PyTorch Lightning package compromised in supply-chain attack

Multiple security reports describe a supply-chain compromise of the PyPI package "lightning" (the PyTorch Lightning framework). Socket's Research Team flagged lightning versions 2.6.2 and 2.6.3 as malicious, according to reporting by The Hacker News and cybersecuritynews. Cybersecuritynews reports that Socket flagged the builds just 18 minutes after publication on April 30, 2026, and that 2.6.1 remains the last known clean baseline. The Hacker News reports that PyPI administrators have quarantined the project. The Hacker News also reports that project maintainers said "we are aware of the issue and are actively investigating."

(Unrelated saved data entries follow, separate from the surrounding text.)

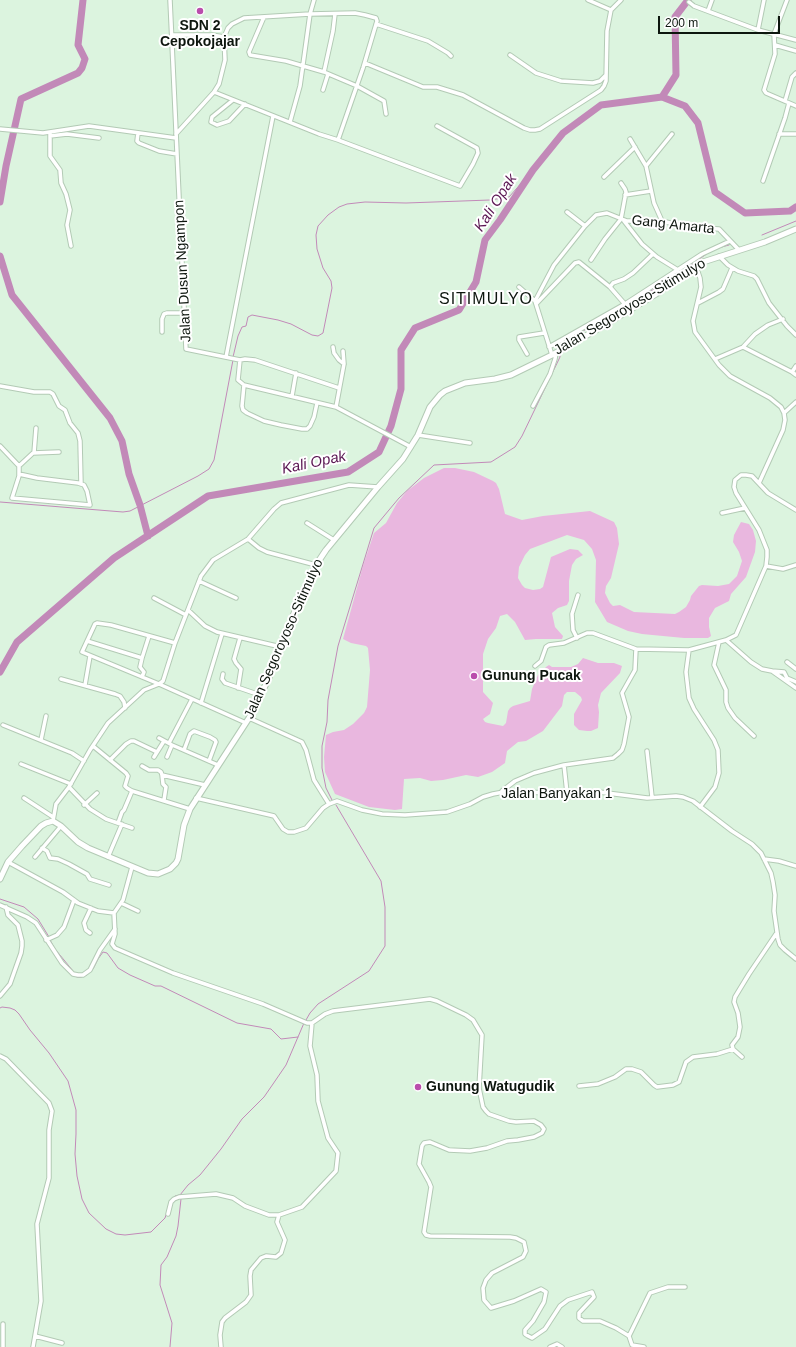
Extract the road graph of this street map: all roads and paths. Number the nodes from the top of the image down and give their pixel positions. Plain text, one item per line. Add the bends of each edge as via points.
1 (170, 0) edge
2 (314, 0) edge
3 (588, 0) edge
4 (620, 0) edge
5 (712, 0) edge
6 (764, 0) edge
7 (787, 0) edge
8 (688, 2) dead end
9 (611, 10) junction
10 (708, 11) junction
11 (310, 14) junction
12 (335, 14) junction
13 (264, 17) junction
14 (376, 24) junction
15 (758, 30) junction
16 (172, 36) junction
17 (224, 37) junction
18 (774, 39) junction
19 (796, 40) edge
20 (796, 51) edge
21 (510, 55) dead end
22 (451, 56) dead end
23 (365, 63) junction
24 (303, 66) junction
25 (326, 73) junction
26 (796, 73) edge
27 (606, 78) junction
28 (357, 86) junction
29 (323, 90) dead end
30 (214, 92) junction
31 (233, 100) junction
32 (785, 101) junction
33 (789, 103) junction
34 (245, 104) junction
35 (796, 106) edge
36 (386, 114) dead end
37 (273, 116) junction
38 (290, 122) junction
39 (437, 126) dead end
40 (0, 130) edge
41 (138, 133) junction
42 (50, 134) junction
43 (672, 134) dead end
44 (779, 134) junction
45 (796, 134) edge
46 (176, 136) junction
47 (99, 138) dead end
48 (630, 139) dead end
49 (338, 140) junction
50 (635, 147) junction
51 (177, 154) junction
52 (646, 166) junction
53 (604, 177) dead end
54 (762, 182) dead end
55 (621, 183) dead end
56 (651, 191) junction
57 (625, 195) junction
58 (567, 212) dead end
59 (622, 219) junction
60 (662, 221) junction
61 (585, 226) junction
62 (796, 229) edge
63 (730, 241) junction
64 (71, 246) dead end
65 (739, 250) junction
66 (653, 254) junction
67 (719, 256) junction
68 (591, 260) dead end
69 (694, 267) junction
70 (732, 268) junction
71 (678, 270) junction
72 (683, 275) junction
73 (519, 287) dead end
74 (610, 287) junction
75 (536, 302) junction
76 (698, 303) junction
77 (625, 304) junction
78 (630, 310) junction
79 (185, 313) junction
80 (783, 319) junction
81 (162, 332) dead end
82 (544, 333) junction
83 (796, 335) edge
84 (549, 346) junction
85 (743, 347) junction
86 (333, 348) dead end
87 (343, 351) dead end
88 (554, 353) junction
89 (526, 354) dead end
90 (226, 357) junction
91 (715, 359) junction
92 (240, 360) junction
93 (344, 364) junction
94 (796, 366) edge
95 (296, 372) junction
96 (794, 374) edge
97 (244, 385) junction
98 (0, 386) edge
99 (340, 388) junction
100 (292, 396) junction
101 (796, 402) edge
102 (317, 403) junction
103 (533, 406) dead end
104 (336, 407) junction
105 (784, 413) junction
106 (36, 428) dead end
107 (418, 435) junction
108 (470, 443) dead end
109 (0, 446) edge
110 (412, 447) junction
111 (59, 452) dead end
112 (34, 453) junction
113 (19, 466) junction
114 (19, 474) junction
115 (759, 483) junction
116 (81, 484) junction
117 (378, 487) junction
118 (746, 508) junction
119 (796, 510) edge
120 (722, 513) dead end
121 (307, 523) dead end
122 (248, 539) junction
123 (334, 540) junction
124 (316, 565) junction
125 (796, 565) edge
126 (766, 566) junction
127 (199, 581) junction
128 (578, 595) dead end
129 (154, 598) dead end
130 (236, 598) dead end
131 (188, 610) junction
132 (186, 615) junction
133 (222, 634) junction
134 (149, 636) junction
135 (240, 638) junction
136 (577, 638) junction
137 (726, 640) junction
138 (87, 641) junction
139 (719, 642) junction
140 (175, 643) junction
141 (280, 647) junction
142 (636, 649) junction
143 (689, 650) junction
144 (90, 656) junction
145 (142, 658) junction
146 (787, 662) dead end
147 (535, 666) dead end
148 (796, 669) edge
149 (772, 671) junction
150 (223, 674) dead end
151 (142, 677) junction
152 (61, 679) dead end
153 (796, 682) edge
154 (159, 684) junction
155 (85, 685) junction
156 (238, 688) junction
157 (796, 688) edge
158 (260, 695) junction
159 (192, 699) junction
160 (201, 703) junction
161 (125, 708) junction
162 (46, 716) dead end
163 (249, 718) junction
164 (246, 723) junction
165 (3, 725) dead end
166 (754, 736) dead end
167 (159, 738) dead end
168 (41, 740) junction
169 (164, 741) junction
170 (171, 744) junction
171 (93, 746) junction
172 (184, 750) junction
173 (647, 751) dead end
174 (157, 752) junction
175 (154, 757) dead end
176 (167, 757) dead end
177 (84, 760) junction
178 (110, 760) junction
179 (209, 761) junction
180 (21, 764) dead end
181 (218, 765) junction
182 (564, 765) junction
183 (142, 766) dead end
184 (162, 775) junction
185 (70, 785) junction
186 (205, 785) junction
187 (132, 791) junction
188 (502, 792) junction
189 (97, 793) dead end
190 (567, 793) junction
191 (652, 797) junction
192 (24, 798) dead end
193 (196, 798) junction
194 (164, 800) junction
195 (84, 804) junction
196 (329, 804) junction
197 (700, 807) junction
198 (190, 809) junction
199 (53, 819) junction
200 (120, 824) junction
201 (61, 826) junction
202 (132, 828) dead end
203 (42, 848) junction
204 (35, 857) dead end
205 (108, 857) junction
206 (764, 858) junction
207 (8, 862) junction
208 (796, 865) edge
209 (132, 867) junction
210 (0, 878) edge
211 (108, 885) dead end
212 (74, 900) junction
213 (121, 903) junction
214 (0, 905) edge
215 (6, 907) junction
216 (91, 908) junction
217 (138, 910) dead end
218 (114, 912) junction
219 (115, 929) junction
220 (90, 932) dead end
221 (776, 934) junction
222 (49, 939) junction
223 (796, 959) edge
224 (0, 996) edge
225 (312, 1023) junction
226 (733, 1049) junction
227 (0, 1056) edge
228 (742, 1057) dead end
229 (579, 1086) dead end
230 (168, 1214) dead end
231 (279, 1215) junction
232 (685, 1287) dead end
233 (3, 1324) dead end
234 (35, 1336) junction
235 (629, 1336) junction
236 (62, 1343) dead end
237 (631, 1346) edge
238 (3, 1347) edge
239 (33, 1347) edge
240 (221, 1347) edge
241 (550, 1347) edge
242 (562, 1347) edge
243 (644, 1347) edge

1 - 16 street, Jalan Dusun Ngampon
2 - 11 street
3 - 9 street
4 - 9 street
5 - 10 street
6 - 15 street
7 - 18 street
8 - 10 street
9 - 27 street via 607,31
10 - 15 street
11 - 12 street
11 - 13 street
11 - 24 street
12 - 14 street via 370,16 376,18
12 - 25 street
13 - 17 street via 239,20 228,28
13 - 24 street via 249,54
14 - 22 street via 428,41
14 - 23 street
15 - 18 street
16 - 17 street
16 - 46 street, Jalan Dusun Ngampon
17 - 30 street via 225,60 219,84
18 - 19 street
18 - 20 street
18 - 32 street via 775,56 764,90
21 - 27 street via 536,73 561,81 593,83
23 - 27 street via 423,87 437,87 464,95 530,130 540,129 601,90
23 - 28 street
24 - 25 street
24 - 38 street
25 - 28 street
25 - 29 street
26 - 32 street via 792,77
28 - 36 street via 384,101
28 - 49 street
30 - 31 street
30 - 46 street
31 - 34 street
31 - 34 street via 212,117 211,122 217,125 228,121
32 - 33 street
33 - 35 street
33 - 44 street
34 - 37 street
37 - 38 street
37 - 90 street
38 - 49 street
39 - 49 street via 477,148 478,153 460,186
40 - 42 street
41 - 42 street via 89,126
41 - 46 street
41 - 51 street via 139,143
42 - 47 street
42 - 64 street via 50,156 60,170 61,183 70,210 67,225
43 - 52 street
44 - 45 street
44 - 54 street
46 - 51 street, Jalan Dusun Ngampon
48 - 50 street
50 - 52 street
50 - 53 street
51 - 79 street, Jalan Dusun Ngampon
52 - 56 street
55 - 57 street via 626,190
56 - 57 street
56 - 60 street
57 - 59 street
58 - 61 street
59 - 60 street, Gang Amarta
59 - 61 street, Gang Amarta via 607,213 596,215
59 - 66 street
59 - 68 street
60 - 63 street, Gang Amarta via 686,227 719,229
61 - 75 street, Gang Amarta via 554,265
62 - 65 main road, Jalan Segoroyoso-Sitimulyo
63 - 65 street, Gang Amarta
63 - 71 street via 707,251
65 - 67 main road, Jalan Segoroyoso-Sitimulyo
66 - 71 street
66 - 74 street via 633,273
67 - 69 main road, Jalan Segoroyoso-Sitimulyo
67 - 70 street
69 - 72 main road, Jalan Segoroyoso-Sitimulyo
69 - 76 street via 700,278
70 - 76 street via 723,289
70 - 80 street via 754,276 769,304
71 - 72 street
71 - 77 street
72 - 78 main road, Jalan Segoroyoso-Sitimulyo
73 - 75 street
74 - 75 street via 578,262
74 - 77 street
75 - 82 street
76 - 91 street via 693,321 695,332
77 - 78 street
77 - 84 street
78 - 88 main road, Jalan Segoroyoso-Sitimulyo
79 - 81 street via 164,314
79 - 90 street, Jalan Dusun Ngampon via 186,350
80 - 83 street
80 - 85 street via 755,334
82 - 84 street
82 - 89 street via 519,337
84 - 88 street
85 - 91 street
85 - 96 street
86 - 93 street
87 - 93 street
88 - 103 street via 555,359 550,374
88 - 107 main road, Jalan Segoroyoso-Sitimulyo via 503,377 465,383 445,391 430,407
90 - 92 street, Jalan Dusun Ngampon
91 - 105 street via 730,376 770,398
92 - 95 street, Jalan Dusun Ngampon via 255,360
92 - 97 street via 238,380
93 - 99 street
94 - 96 street
95 - 99 street, Jalan Dusun Ngampon
95 - 100 street
97 - 100 street
97 - 102 street via 243,410 281,425 307,429 314,417
98 - 116 street via 53,394 78,433
99 - 104 street
100 - 102 street
101 - 105 street
102 - 104 street
104 - 110 street
105 - 115 street via 783,430
106 - 112 street
107 - 108 street
107 - 110 main road, Jalan Segoroyoso-Sitimulyo
109 - 113 street
110 - 117 main road, Jalan Segoroyoso-Sitimulyo
111 - 112 street
112 - 113 street
113 - 114 street
114 - 116 street
114 - 116 street via 12,498 90,505 87,491
115 - 118 street via 752,476 746,475 735,480 736,493
115 - 119 street via 768,493
117 - 122 street via 349,485 282,504 274,509
117 - 123 main road, Jalan Segoroyoso-Sitimulyo
118 - 120 street
118 - 126 street via 764,540 767,550
121 - 123 street
122 - 124 street via 267,552
122 - 127 street via 213,560
123 - 124 main road, Jalan Segoroyoso-Sitimulyo
124 - 141 main road, Jalan Segoroyoso-Sitimulyo
125 - 126 street via 783,569
126 - 137 street via 738,632
127 - 130 street
127 - 131 street
128 - 136 street via 572,614 573,630
129 - 132 street
131 - 132 street
131 - 133 street via 205,626
132 - 140 street
133 - 135 street
133 - 160 street
134 - 138 street via 97,623
134 - 140 street
134 - 145 street
135 - 141 street
135 - 156 street via 234,659 241,669
136 - 142 street via 589,633
136 - 147 street via 549,645 541,661
137 - 139 street
137 - 149 street via 751,662 762,669
138 - 144 street via 82,652
138 - 145 street
139 - 143 street
139 - 166 street via 714,665 726,690 728,708
140 - 154 street via 163,681
141 - 158 main road, Jalan Segoroyoso-Sitimulyo
142 - 143 street
142 - 182 street via 635,670 622,693 629,717 622,750 613,758
143 - 197 street via 686,672 689,698 718,750 719,773 715,787
144 - 151 street
144 - 155 street
145 - 151 street
146 - 148 street
149 - 153 street via 784,672 787,678
149 - 157 street
150 - 156 street via 222,679 225,683
151 - 154 street
152 - 155 street
154 - 159 street
154 - 161 street via 144,690
155 - 161 street via 120,696
156 - 158 street
158 - 163 main road, Jalan Segoroyoso-Sitimulyo
159 - 160 street
159 - 170 street
160 - 164 street
161 - 171 street via 108,724
162 - 168 street
163 - 164 main road, Jalan Segoroyoso-Sitimulyo
163 - 196 street via 302,742 314,780
164 - 181 main road, Jalan Segoroyoso-Sitimulyo
165 - 168 street
167 - 169 street
168 - 177 street
169 - 170 street
169 - 174 street
170 - 172 street
170 - 176 street
171 - 177 street
171 - 178 street
172 - 179 street
172 - 179 street via 190,734 194,731 210,737 216,742
173 - 191 street
174 - 175 street
174 - 178 street via 131,741
177 - 185 street
178 - 187 street via 127,774 124,786
179 - 181 street
180 - 185 street
181 - 186 main road, Jalan Segoroyoso-Sitimulyo
182 - 188 street via 522,777
182 - 190 street
183 - 184 street via 149,770 158,770
184 - 186 street
184 - 194 street via 166,787
185 - 195 street
185 - 199 street via 56,804
186 - 193 main road, Jalan Segoroyoso-Sitimulyo
187 - 194 street
187 - 200 street via 122,812
188 - 190 street, Jalan Banyakan 1
188 - 196 street, Jalan Banyakan 1 via 483,797 458,809 423,814 382,814 337,801
189 - 195 street
190 - 191 street, Jalan Banyakan 1 via 599,792
191 - 197 street, Jalan Banyakan 1 via 683,796
192 - 199 street
193 - 196 street via 270,814 288,832 306,828
193 - 198 main road, Jalan Segoroyoso-Sitimulyo
194 - 198 street
195 - 200 street
197 - 206 street, Jalan Banyakan 1 via 752,844
198 - 209 main road, Jalan Segoroyoso-Sitimulyo via 184,825 178,859 173,866 158,874
199 - 201 main road, Jalan Segoroyoso-Sitimulyo
199 - 207 main road via 41,826
200 - 202 street
200 - 205 street
201 - 203 street
201 - 205 main road, Jalan Segoroyoso-Sitimulyo via 81,845
203 - 204 street
203 - 211 street via 50,858 69,864 87,874 90,879
205 - 209 main road, Jalan Segoroyoso-Sitimulyo
206 - 208 street
206 - 221 street, Jalan Banyakan 1 via 774,888
207 - 210 main road
207 - 212 street
209 - 213 street
212 - 216 street
212 - 222 street via 64,927
213 - 217 street
213 - 218 street
214 - 215 street
215 - 222 street via 32,919
215 - 224 street via 8,915 18,925 22,946 10,984
216 - 218 street via 100,912
216 - 220 street via 84,923 86,930
218 - 219 street
219 - 222 street via 90,970 83,975 70,971
219 - 225 street via 112,944 115,948 173,973
221 - 223 street, Jalan Banyakan 1 via 780,945
221 - 226 street via 735,997 740,1027 738,1037 732,1045
225 - 231 street via 310,1046 317,1075 318,1101 328,1138 338,1153 337,1168 305,1205
225 - 235 street via 333,1011 430,999 473,1020 482,1035 479,1088 483,1107 489,1114 516,1122 534,1121 544,1129 534,1137 470,1151 449,1150 430,1142 424,1144 419,1164 431,1187 424,1232 430,1236 510,1237 524,1242 526,1251 523,1257 492,1273 486,1280 484,1300 491,1308 541,1290 546,1292 544,1302 525,1330 528,1336 532,1338 545,1328 556,1311 568,1300 592,1292 594,1297 579,1313 579,1318 582,1321 600,1321
226 - 228 street
226 - 229 street via 693,1057 686,1062 679,1082 673,1085 657,1087 641,1072 626,1069 598,1084
227 - 234 street via 6,1058 49,1103 52,1111 49,1130 49,1178 37,1224 41,1301
230 - 231 street via 174,1199 216,1194 233,1198 245,1206 269,1215
231 - 240 street via 277,1222 284,1240 281,1253 276,1256 264,1256 251,1270 251,1295 222,1322
232 - 235 street via 668,1287 650,1293
233 - 238 street
234 - 236 street
234 - 239 street
235 - 237 street
237 - 243 street
241 - 242 street via 557,1344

Socket's analysis, as reported by The Hacker News and cybersecuritynews, shows the malware inserts a hidden _runtime directory and modifies __init__.py so a background thread launches a start.py helper on import. Aikido's writeup reproduces the import-time thread snippet and describes start.py downloading the Bun JavaScript runtime (reported to be v1.3.13) and executing an obfuscated router_runtime.js payload of about 11 MB. Socket told reporters, "The malicious package includes a hidden _runtime directory containing a downloader and an obfuscated JavaScript payload." The combined reporting documents credential-harvesting code paths that target GitHub tokens, npm tokens, cloud credentials (AWS, GCP, Azure), environment files, SSH keys, shell histories, Kubernetes and Docker credentials, and multiple cryptocurrency wallets (sources: Aikido, cybersecuritynews, The Hacker News).

Industry-pattern observations: supply-chain campaigns increasingly use import-time execution and multi-stage bootstrap loaders that pull a platform-specific runtime, then run a large obfuscated payload. Public coverage links this incident to the "Mini Shai-Hulud" campaign and to prior Team PCP activity, per Aikido and cybersecuritynews. Similar incidents have used npm and container registries as lateral propagation vectors; The Hacker News describes an npm infection vector here that modifies local package.json postinstall hooks and repacks .tgz tarballs to propagate if an infected developer publishes packages.

lightning is a widely used convenience framework for PyTorch workflows. Cybersecuritynews reports the package has "hundreds of thousands of daily downloads and millions of monthly installations" on PyPI, making this a high-impact dependency for ML practitioners and CI pipelines. The combination of import-time execution, GitHub token theft, and automated commit logic that can write to multiple branches elevates the incident beyond a single-machine compromise because stolen tokens validated against the GitHub API can be abused to plant additional backdoors in repositories (source: The Hacker News, Socket analysis).

For practitioners: monitor security advisories from PyPI and your package management tooling for quarantined or replaced releases. Industry observers should watch for follow-on activity that uses harvested tokens to modify repositories or publish poisoned packages to other registries, as described by The Hacker News and Socket. Audit CI secrets and any recent tokens issued from developer machines or compromised CI runners; validate whether any automated commits appear authored using impersonated identities, as Socket's reporting indicates the malware authors used a hardcoded identity to impersonate a known vendor in poisoned commits.

Editorial analysis: this incident underscores an ongoing pattern where attacker-controlled runtimes (here, Bun plus an obfuscated JS payload) are used to unify cross-platform credential theft and registry propagation. For teams relying on popular ML dependencies, the practical risk vector is not only local developer compromise but also contamination of CI/CD artifacts and downstream packages.